On August 21, 2015, Carrier was traded to the Washington Redskins for a conditional fifth round pick in the 2017 NFL draft. In Week 5 against the Atlanta Falcons, he recorded his first career touchdown on a seven-yard pass from quarterback Kirk Cousins. After tearing his ACL and MCL in Week 14 against the Chicago Bears, the Redskins placed him on injured reserve on December 14. He finished the 2015 season with 17 receptions for 141 receiving yards and one receiving touchdown in 12 games and starts.

Carrier started the 2016 season on the PUP list to recover from torn ligaments in his knee. He was officially activated to the active roster on November 12, 2016, prior to Week 10.

===Los Angeles Rams===
On September 2, 2017, Carrier was traded to the Los Angeles Rams for a 2018 seventh-round draft pick.
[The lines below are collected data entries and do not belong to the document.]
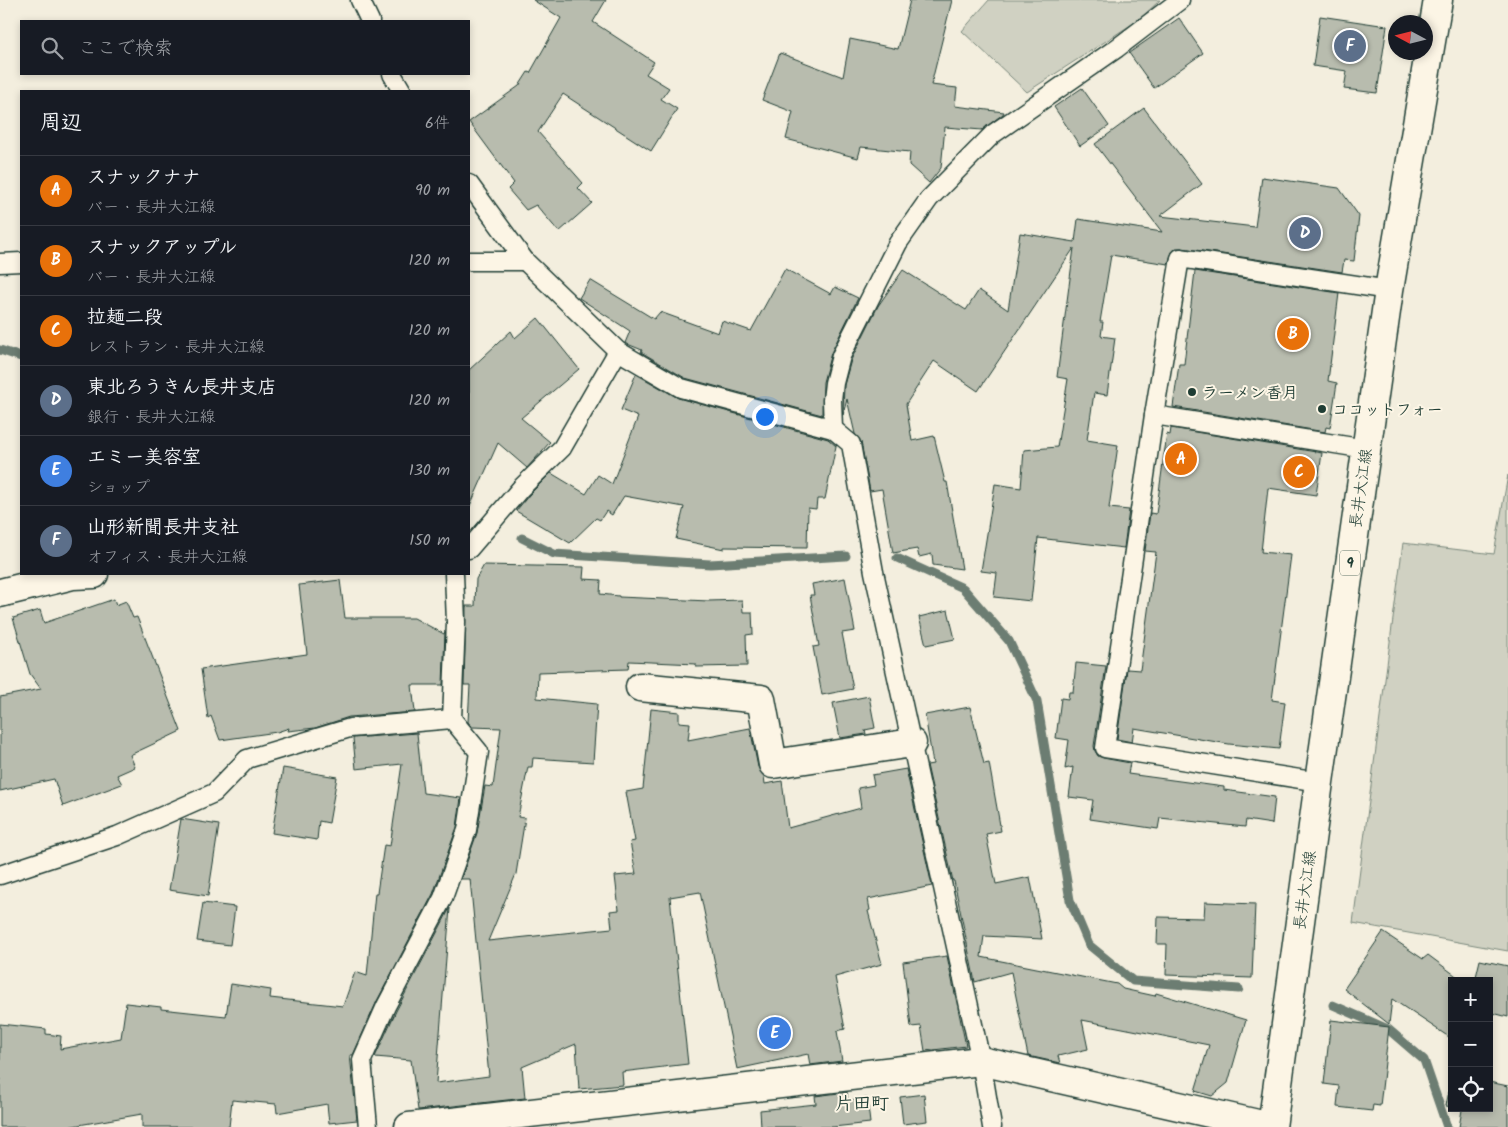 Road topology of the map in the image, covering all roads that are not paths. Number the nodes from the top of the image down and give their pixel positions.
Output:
1 (360, 0) edge
2 (1180, 0) edge
3 (1438, 0) edge
4 (370, 20) edge
5 (393, 75) edge
6 (401, 90) edge
7 (470, 185) edge
8 (525, 260) junction
9 (470, 261) edge
10 (20, 262) edge
11 (0, 263) edge
12 (1389, 290) junction
13 (618, 351) junction
14 (1154, 415) junction
15 (833, 428) junction
16 (1366, 449) junction
17 (470, 548) edge
18 (73, 575) edge
19 (454, 575) edge
20 (0, 592) edge
21 (640, 687) dead end
22 (452, 719) junction
23 (912, 743) junction
24 (1319, 782) junction
25 (0, 875) edge
26 (981, 1061) junction
27 (368, 1127) edge
28 (409, 1127) edge
29 (992, 1127) edge
30 (1272, 1127) edge

1 - 4 lane
2 - 15 lane
3 - 12 street, 長井大江線 / 9
5 - 6 lane
7 - 8 lane
8 - 9 lane
8 - 13 lane
10 - 11 lane
12 - 14 lane
12 - 16 street, 長井大江線 / 9
13 - 15 lane
13 - 17 lane
14 - 16 lane
14 - 24 lane
15 - 23 lane
16 - 24 street, 長井大江線 / 9
18 - 20 street
19 - 22 lane
21 - 23 street
22 - 25 lane
22 - 27 lane
23 - 26 lane
24 - 30 street, 長井大江線 / 9
26 - 28 street
26 - 29 lane
26 - 30 street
The Rams traded for him after Temarrick Hemingway suffered a fractured fibula and were in need of a third tight end. He was reunited with his former offensive coordinator in Washington and new Los Angeles Rams' head coach Sean McVay.

In the 2017 season, Carrier appeared in 14 games and started two. He had eight receptions for 71 receiving yards. In addition, he had a role on special teams.

===Oakland / Las Vegas Raiders (second stint)===
On March 15, 2018, Carrier signed a three-year contract with the Oakland Raiders. In Week 14 of the 2018 season, Carrier scored a receiving touchdown in the 24–21 victory over the Pittsburgh Steelers. In Week 13 of the 2019 season, he recorded a receiving touchdown against the Kansas City Chiefs in the 40–9 loss.

Carrier was fined $15,000 by the NFL on October 5, 2020, for attending a maskless charity event hosted by teammate Darren Waller during the COVID-19 pandemic in violation of the NFL's COVID-19 protocols for the 2020 season.

On March 19, 2021, Carrier re-signed with the Raiders on a one-year contract. He suffered a pec injury in Week 4 and was placed on injured reserve on October 9, 2021. He was activated on January 8, 2022.